Parkton's Ben Cranston honored as nation's top Division III football center

Although his Hereford Rec football teams struggled in a league against rivals from adjoining Carroll County, Ben Cranston turned those losses into wins by manning the most critical and cerebral position — center — on the offensive line for five years as a youth league player.

"I played line because I was pretty big, too big to be a skill-position guy," Cranston said. "And I played center right away out of necessity. I liked the idea of having the ball on every play."

The Parkton resident's career only blossomed from there, first at Loyola Blakefield and then at Johns Hopkins University.

Cranston's skills have been honed to the point that last month he was named the NCAA Division III Rimington Award winner, given annually to the top center in the nation at all levels.

Standout snappers from Division I, II and III and NAIA (National Association of Intercollegiate Athletics) were all honored.

There are 199 Division III football programs, 51 more than any other division.

Cranston, who plans to attend law school in the fall, helped the Blue Jays (10-1) navigate an undefeated regular season and land a third consecutive playoff berth.

Their high-powered offense set school records for points (40.5) and yards per game (500.6) this season with more than half of that total (260.9 yards) running behind Cranston and massive fellow senior First-Team All-America, Armand Jenifer, a tackle.

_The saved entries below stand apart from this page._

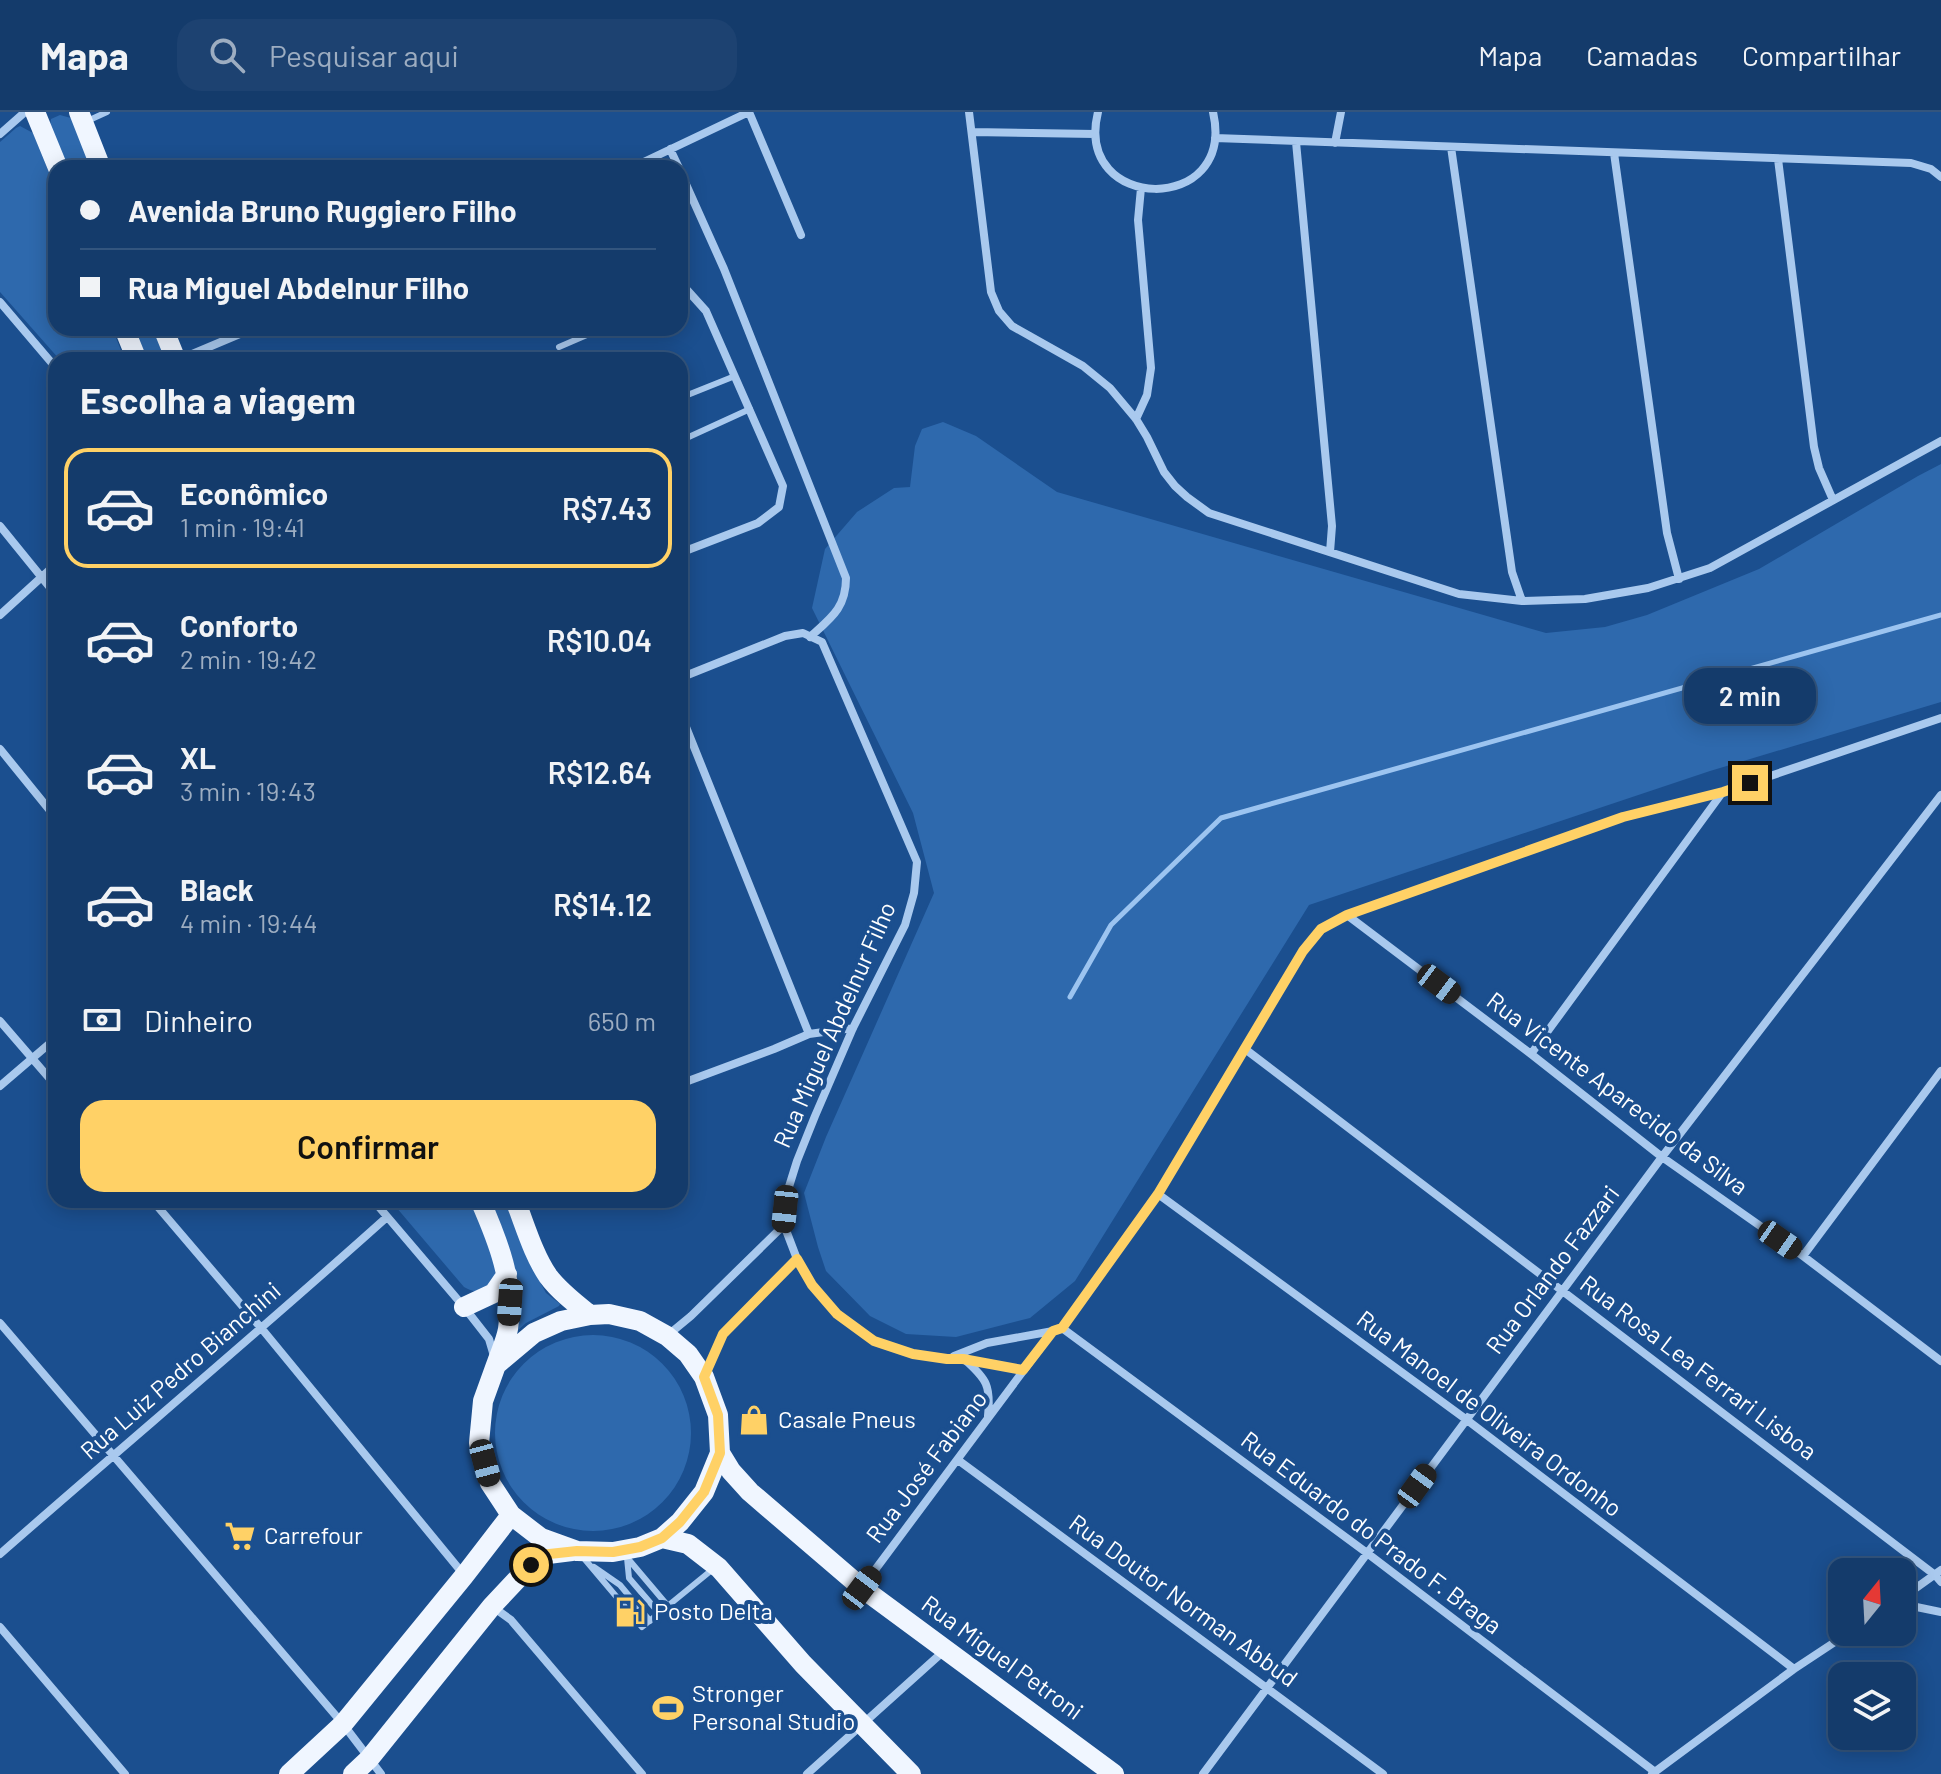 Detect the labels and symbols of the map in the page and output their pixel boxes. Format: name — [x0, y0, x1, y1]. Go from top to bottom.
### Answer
callout: 2 min — [1684, 667, 1816, 723]
route end — [1732, 765, 1768, 801]
street label: Rua Miguel Abdelnur Filho — [766, 897, 901, 1152]
car — [1413, 960, 1465, 1008]
street label: Rua Vicente Aparecido da Silva — [1482, 985, 1754, 1200]
street label: Rua Orlando Fazzari — [1479, 1179, 1625, 1359]
car — [771, 1184, 799, 1234]
car — [1753, 1216, 1807, 1264]
street label: Rua Rosa Lea Ferrari Lisboa — [1575, 1268, 1823, 1465]
street label: Rua Luiz Pedro Bianchini — [74, 1275, 286, 1465]
car — [496, 1277, 524, 1327]
street label: Rua Manoel de Oliveira Ordonho — [1352, 1304, 1628, 1522]
street label: Rua José Fabiano — [859, 1384, 992, 1548]
shop icon: Casale Pneus — [737, 1403, 771, 1437]
place label: Casale Pneus — [778, 1404, 916, 1433]
street label: Rua Eduardo do Prado F. Braga — [1236, 1424, 1508, 1639]
car — [467, 1437, 503, 1489]
car — [1393, 1460, 1441, 1512]
street label: Rua Doutor Norman Abbud — [1064, 1507, 1304, 1692]
supermarket icon: Carrefour — [223, 1519, 257, 1553]
place label: Carrefour — [264, 1520, 363, 1549]
route start — [513, 1547, 549, 1583]
north arrow — [1828, 1558, 1916, 1646]
car — [838, 1562, 886, 1614]
street label: Rua Miguel Petroni — [916, 1588, 1089, 1725]
fuel station icon: Posto Delta — [613, 1595, 647, 1629]
place label: Posto Delta — [654, 1596, 773, 1625]
place label: Stronger Personal Studio — [692, 1678, 855, 1735]
sports icon: Stronger Personal Studio — [651, 1691, 685, 1725] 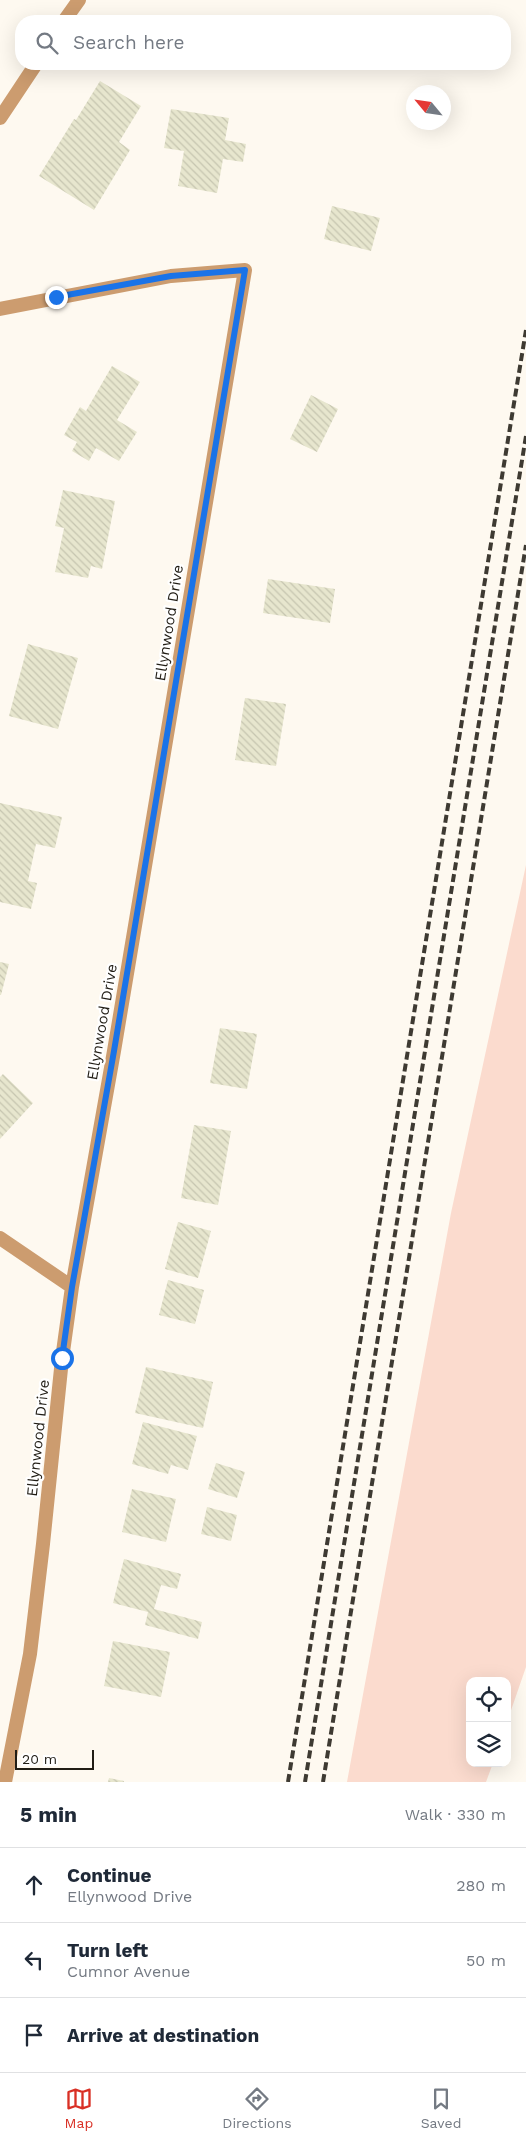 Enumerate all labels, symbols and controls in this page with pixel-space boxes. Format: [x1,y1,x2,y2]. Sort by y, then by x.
search box [15,15,511,70]
icon: search [33,29,61,57]
text: Search here [73,31,184,54]
north arrow [406,85,451,130]
route end [45,286,68,309]
street label: Ellynwood Drive [151,564,187,682]
street label: Ellynwood Drive [83,963,121,1081]
route start [51,1347,74,1370]
street label: Ellynwood Drive [23,1379,53,1497]
map controls [466,1677,511,1767]
button: locate [466,1677,511,1722]
button: layers [466,1722,511,1767]
scale bar [15,1747,94,1770]
text: 20 m [22,1751,57,1767]
text: 5 min [20,1802,77,1827]
text: Walk · 330 m [405,1805,506,1824]
text: Continue [67,1864,151,1887]
icon: ahead [20,1871,48,1899]
text: 280 m [456,1876,506,1895]
text: Ellynwood Drive [67,1887,192,1906]
text: Turn left [67,1939,148,1962]
icon: left [20,1946,48,1974]
text: 50 m [466,1951,506,1970]
text: Cumnor Avenue [67,1962,190,1981]
icon: arrive [20,2021,48,2049]
text: Arrive at destination [67,2024,259,2047]
tab: Map [65,2085,93,2131]
tab: Directions [222,2085,292,2131]
tab: Saved [421,2085,461,2131] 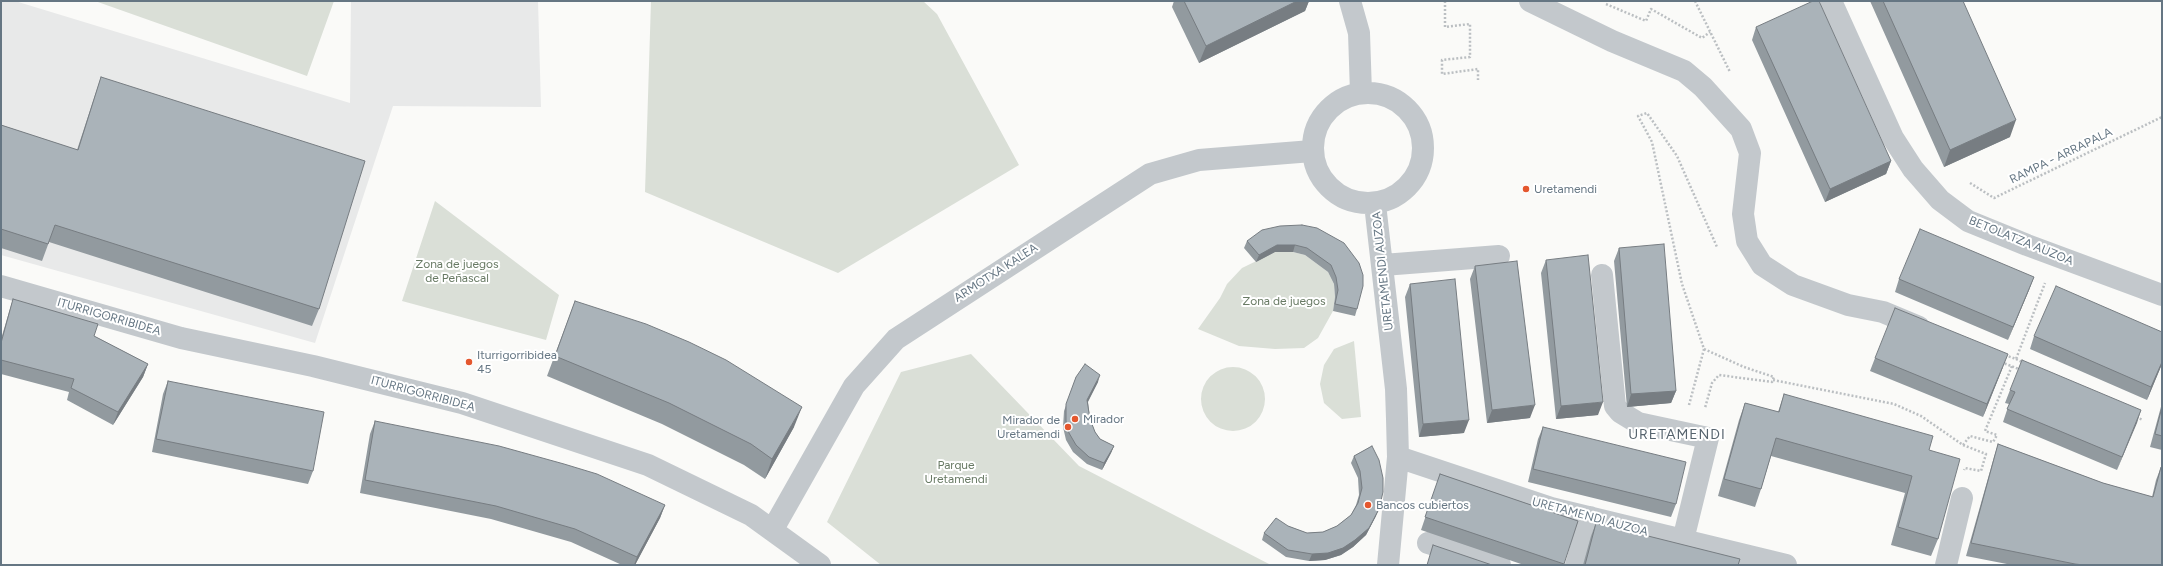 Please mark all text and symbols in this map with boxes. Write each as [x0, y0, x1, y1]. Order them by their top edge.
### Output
street label: RAMPA - ARRAPALA [2007, 125, 2115, 187]
place label: Uretamendi [1534, 182, 1597, 196]
marker: Uretamendi [1521, 184, 1531, 194]
street label: URETAMENDI AUZOA [1370, 211, 1396, 331]
street label: BETOLATZA AUZOA [1967, 213, 2075, 269]
street label: ARMOTXA KALEA [951, 241, 1041, 305]
park label: Zona de juegos de Peñascal [415, 257, 499, 285]
park label: Zona de juegos [1242, 294, 1326, 308]
street label: ITURRIGORRIBIDEA [55, 295, 163, 339]
place label: Iturrigorribidea 45 [477, 348, 557, 376]
marker: Iturrigorribidea 45 [464, 357, 474, 367]
street label: ITURRIGORRIBIDEA [369, 373, 477, 415]
place label: Mirador [1083, 412, 1124, 426]
place label: Mirador de Uretamendi [997, 413, 1060, 441]
marker: Mirador [1070, 414, 1080, 424]
marker: Mirador de Uretamendi [1063, 422, 1073, 432]
district label: URETAMENDI [1628, 427, 1726, 443]
park label: Parque Uretamendi [925, 458, 987, 486]
street label: URETAMENDI AUZOA [1530, 495, 1650, 539]
place label: Bancos cubiertos [1376, 498, 1469, 512]
marker: Bancos cubiertos [1363, 500, 1373, 510]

After a stellar career at Loyola during which the Dons claimed back-to-back Maryland Interscholastic Athletic Association A Conference titles under coach Brian Abbott, Cranston headed to Amherst College.

Once he discovered that the Massachusetts school was not the best fit for him, Cranston applied to Hopkins where tight end Brendan Hartman, a Cockeysville resident and former Loyola teammate, was playing for coach Jim Margraff.

"Coach Abbott sent some film of me to coach Margraff," Cranston said. "I still wanted to play at the D3 level and Brendan told me how he loved it at Hopkins."

This time, his college choice was spot-on.

"We knew he was a terrific player," Margraff said. "I know the Amherst coach very well, and he told me good things about Ben. He came in and learned our system very quickly and locked down a position right away."

Playing mostly guard as a sophomore, Cranston claimed the center position as a junior and never let it go. 

"We ask our centers to make a lot of (blocking) calls," Margraff added. "Ben's an excellent drive blocker and an excellent pass blocker as well. He's a little undersized, but he makes up for that with his tenacity."

Cranston is living proof that size does not always matter for adroit linemen.

"I'm 6-foot on a good day, and closer to 260 (pounds)," he said, although he's listed at 6-foot, 270 on the roster. "Depending who played at right guard, I was usually the smallest guy on the line. That's why it was better for me on the interior line."

He still came up big when it came time for postseason awards. Besides the Rimington Trophy, Cranston was named a First-Team All-America by

He was still shocked when he heard about the Rimington Trophy, considering that no one from the Nebraska-based organization contacted Cranston or Margraff about the honor.

"One of my teammates called to congratulate me," Cranston said. "I said, 'for what?' He said, 'check out the website.' The fact that I didn't expect it, makes it even better."

It also made Abbott very proud.

"He gets the big picture," the coach said. "Ben is who you want your son to grow up to be. He always represented the team, program and school in the best possible manner."